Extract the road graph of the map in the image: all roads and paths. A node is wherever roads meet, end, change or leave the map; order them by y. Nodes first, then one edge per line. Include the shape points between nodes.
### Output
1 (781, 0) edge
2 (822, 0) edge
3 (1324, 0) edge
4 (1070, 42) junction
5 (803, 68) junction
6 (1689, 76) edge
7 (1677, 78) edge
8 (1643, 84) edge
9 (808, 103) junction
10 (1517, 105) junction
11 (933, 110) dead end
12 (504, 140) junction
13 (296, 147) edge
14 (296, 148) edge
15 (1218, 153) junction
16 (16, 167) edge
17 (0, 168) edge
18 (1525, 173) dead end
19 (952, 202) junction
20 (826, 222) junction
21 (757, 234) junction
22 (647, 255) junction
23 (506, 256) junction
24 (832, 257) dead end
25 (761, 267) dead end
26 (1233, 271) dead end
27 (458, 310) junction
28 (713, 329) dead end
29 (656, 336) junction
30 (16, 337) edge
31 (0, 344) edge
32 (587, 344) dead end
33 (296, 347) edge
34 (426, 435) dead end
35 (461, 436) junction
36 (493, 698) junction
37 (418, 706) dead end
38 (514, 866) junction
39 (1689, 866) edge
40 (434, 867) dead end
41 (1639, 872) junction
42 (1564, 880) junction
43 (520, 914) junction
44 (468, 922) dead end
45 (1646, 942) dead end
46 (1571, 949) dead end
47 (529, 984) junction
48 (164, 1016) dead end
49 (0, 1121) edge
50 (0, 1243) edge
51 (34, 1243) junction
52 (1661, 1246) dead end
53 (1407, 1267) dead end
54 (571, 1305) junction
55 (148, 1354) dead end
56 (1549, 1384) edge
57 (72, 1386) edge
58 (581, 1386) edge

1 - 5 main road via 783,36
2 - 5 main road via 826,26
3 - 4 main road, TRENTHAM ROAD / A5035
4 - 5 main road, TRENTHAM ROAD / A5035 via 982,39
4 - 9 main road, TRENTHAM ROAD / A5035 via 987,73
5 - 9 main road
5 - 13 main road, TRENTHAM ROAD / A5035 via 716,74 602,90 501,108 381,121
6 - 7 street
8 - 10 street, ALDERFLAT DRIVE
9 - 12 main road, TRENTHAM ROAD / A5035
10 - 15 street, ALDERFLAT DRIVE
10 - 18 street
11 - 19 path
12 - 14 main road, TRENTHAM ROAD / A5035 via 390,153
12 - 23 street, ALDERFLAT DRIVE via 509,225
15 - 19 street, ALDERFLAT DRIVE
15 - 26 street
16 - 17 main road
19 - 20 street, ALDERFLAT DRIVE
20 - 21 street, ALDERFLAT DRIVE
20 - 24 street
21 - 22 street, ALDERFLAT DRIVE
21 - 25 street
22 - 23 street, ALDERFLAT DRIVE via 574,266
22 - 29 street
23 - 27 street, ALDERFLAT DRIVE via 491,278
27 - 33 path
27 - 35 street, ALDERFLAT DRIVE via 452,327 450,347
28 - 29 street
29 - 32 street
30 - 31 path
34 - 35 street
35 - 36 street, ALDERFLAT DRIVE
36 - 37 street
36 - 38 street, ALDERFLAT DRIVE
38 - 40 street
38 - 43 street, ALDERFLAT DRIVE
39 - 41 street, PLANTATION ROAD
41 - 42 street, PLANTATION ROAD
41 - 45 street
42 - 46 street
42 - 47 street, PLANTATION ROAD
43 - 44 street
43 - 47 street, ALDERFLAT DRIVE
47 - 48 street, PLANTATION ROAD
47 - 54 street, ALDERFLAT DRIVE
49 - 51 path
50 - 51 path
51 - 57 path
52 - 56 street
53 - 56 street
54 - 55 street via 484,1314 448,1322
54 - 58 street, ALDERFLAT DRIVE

● ● ● ● ●

Each line containing "TRENTHAM" belongs in the answer; pick these out of the material and copy them.

_Response to this task_:
3 - 4 main road, TRENTHAM ROAD / A5035
4 - 5 main road, TRENTHAM ROAD / A5035 via 982,39
4 - 9 main road, TRENTHAM ROAD / A5035 via 987,73
5 - 13 main road, TRENTHAM ROAD / A5035 via 716,74 602,90 501,108 381,121
9 - 12 main road, TRENTHAM ROAD / A5035
12 - 14 main road, TRENTHAM ROAD / A5035 via 390,153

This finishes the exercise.